▶ [ACTIVITY] An exact copy of every entry is needed, with no images.

▶ [EXTRACTED ENTRIES]
________________________________________

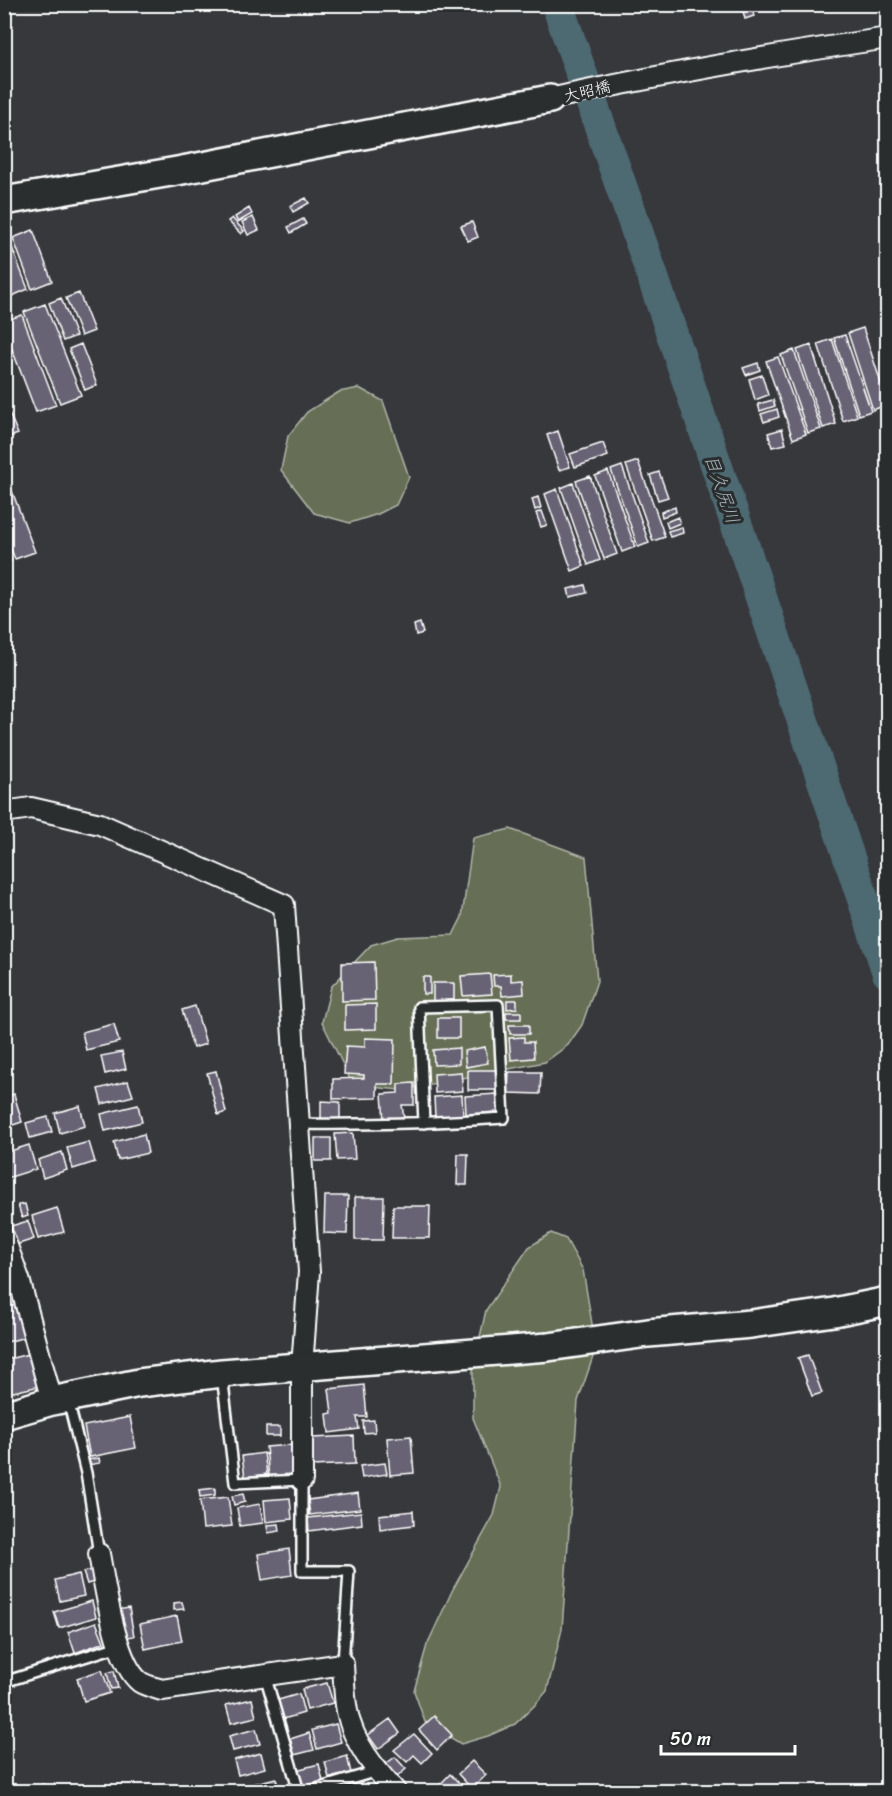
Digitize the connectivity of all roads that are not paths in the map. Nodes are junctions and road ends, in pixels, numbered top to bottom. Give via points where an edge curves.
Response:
1 (888, 38) edge
2 (550, 99) joint
3 (4, 201) edge
4 (4, 812) edge
5 (424, 1123) junction
6 (299, 1125) junction
7 (4, 1238) edge
8 (888, 1301) edge
9 (302, 1367) junction
10 (222, 1373) junction
11 (60, 1399) junction
12 (4, 1415) edge
13 (302, 1480) junction
14 (99, 1554) joint
15 (119, 1646) junction
16 (343, 1664) junction
17 (265, 1675) junction
18 (4, 1682) edge
19 (377, 1771) junction
20 (298, 1791) edge
21 (307, 1791) edge
22 (396, 1791) edge

1 - 2 street, 大昭橋 via 756,57
2 - 3 street
4 - 6 street via 31,808 100,824 284,905
5 - 5 lane via 504,1118 498,1005 419,1007
5 - 6 lane
6 - 9 street via 309,1272
7 - 11 street
8 - 9 street via 752,1324 528,1349
9 - 10 street
9 - 13 street
10 - 11 street via 139,1383
10 - 13 lane via 235,1484
11 - 12 street
11 - 14 lane via 86,1473
13 - 16 lane via 302,1571 349,1571
14 - 15 street
15 - 17 street via 141,1682 162,1690
15 - 18 lane
16 - 17 street
16 - 19 street via 347,1712 364,1753
17 - 20 lane
19 - 21 lane
19 - 22 street

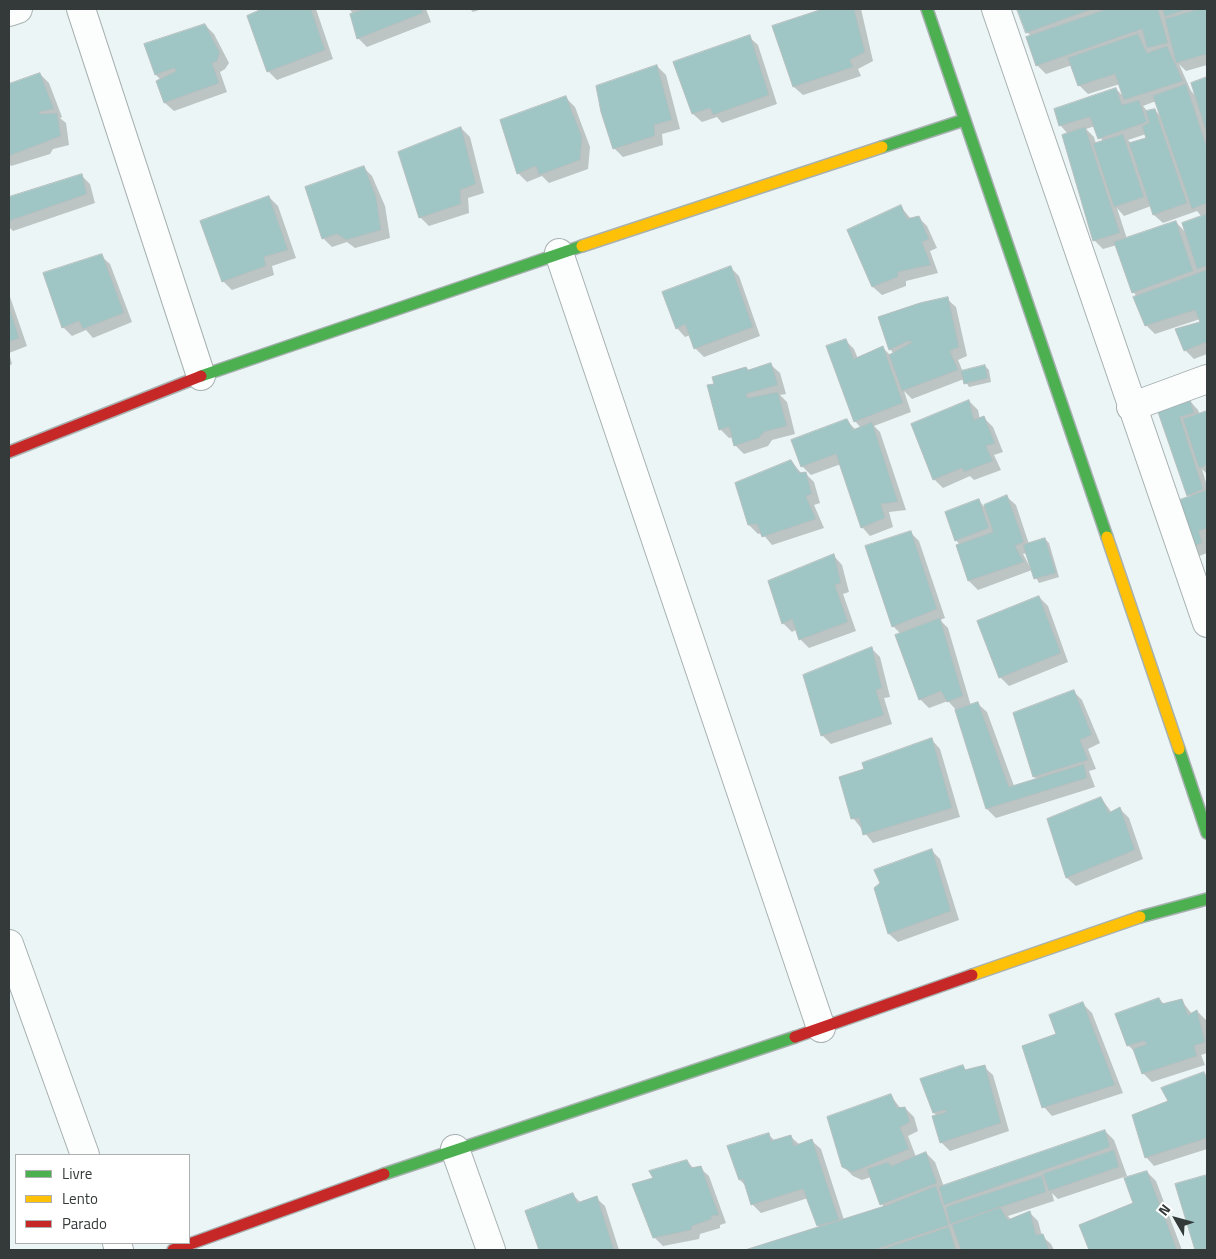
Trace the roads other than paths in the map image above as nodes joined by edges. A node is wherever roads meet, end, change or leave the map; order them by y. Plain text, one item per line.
1 (18, 9) edge
2 (81, 9) edge
3 (927, 9) edge
4 (996, 9) edge
5 (9, 12) edge
6 (964, 120) junction
7 (559, 254) junction
8 (202, 376) junction
9 (1207, 378) edge
10 (1132, 407) junction
11 (9, 452) edge
12 (1207, 623) edge
13 (1207, 833) edge
14 (1207, 899) edge
15 (9, 944) edge
16 (821, 1028) junction
17 (455, 1149) junction
18 (85, 1154) edge
19 (190, 1244) edge
20 (190, 1244) edge
21 (173, 1250) edge
22 (490, 1250) edge

1 - 5 street
2 - 8 street
3 - 6 street
4 - 10 street
6 - 7 street
6 - 13 street
7 - 8 street
7 - 16 street
8 - 11 street
9 - 10 street
10 - 12 street
14 - 16 street
15 - 18 street
16 - 17 street
17 - 19 street
17 - 22 street
20 - 21 street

________________________________________

▶ [WRITTEN REPLY]
Digitize the connectivity of all roads that are not paths in the map. Nodes are junctions and road ends, in pixels, numbered top to bottom. Give via points where an edge curves.
Response:
1 (888, 38) edge
2 (550, 99) joint
3 (4, 201) edge
4 (4, 812) edge
5 (424, 1123) junction
6 (299, 1125) junction
7 (4, 1238) edge
8 (888, 1301) edge
9 (302, 1367) junction
10 (222, 1373) junction
11 (60, 1399) junction
12 (4, 1415) edge
13 (302, 1480) junction
14 (99, 1554) joint
15 (119, 1646) junction
16 (343, 1664) junction
17 (265, 1675) junction
18 (4, 1682) edge
19 (377, 1771) junction
20 (298, 1791) edge
21 (307, 1791) edge
22 (396, 1791) edge

1 - 2 street, 大昭橋 via 756,57
2 - 3 street
4 - 6 street via 31,808 100,824 284,905
5 - 5 lane via 504,1118 498,1005 419,1007
5 - 6 lane
6 - 9 street via 309,1272
7 - 11 street
8 - 9 street via 752,1324 528,1349
9 - 10 street
9 - 13 street
10 - 11 street via 139,1383
10 - 13 lane via 235,1484
11 - 12 street
11 - 14 lane via 86,1473
13 - 16 lane via 302,1571 349,1571
14 - 15 street
15 - 17 street via 141,1682 162,1690
15 - 18 lane
16 - 17 street
16 - 19 street via 347,1712 364,1753
17 - 20 lane
19 - 21 lane
19 - 22 street

Trace the roads other than paths in the map image above as nodes joined by edges. A node is wherever roads meet, end, change or leave the map; order them by y. Plain text, one item per line.
1 (18, 9) edge
2 (81, 9) edge
3 (927, 9) edge
4 (996, 9) edge
5 (9, 12) edge
6 (964, 120) junction
7 (559, 254) junction
8 (202, 376) junction
9 (1207, 378) edge
10 (1132, 407) junction
11 (9, 452) edge
12 (1207, 623) edge
13 (1207, 833) edge
14 (1207, 899) edge
15 (9, 944) edge
16 (821, 1028) junction
17 (455, 1149) junction
18 (85, 1154) edge
19 (190, 1244) edge
20 (190, 1244) edge
21 (173, 1250) edge
22 (490, 1250) edge

1 - 5 street
2 - 8 street
3 - 6 street
4 - 10 street
6 - 7 street
6 - 13 street
7 - 8 street
7 - 16 street
8 - 11 street
9 - 10 street
10 - 12 street
14 - 16 street
15 - 18 street
16 - 17 street
17 - 19 street
17 - 22 street
20 - 21 street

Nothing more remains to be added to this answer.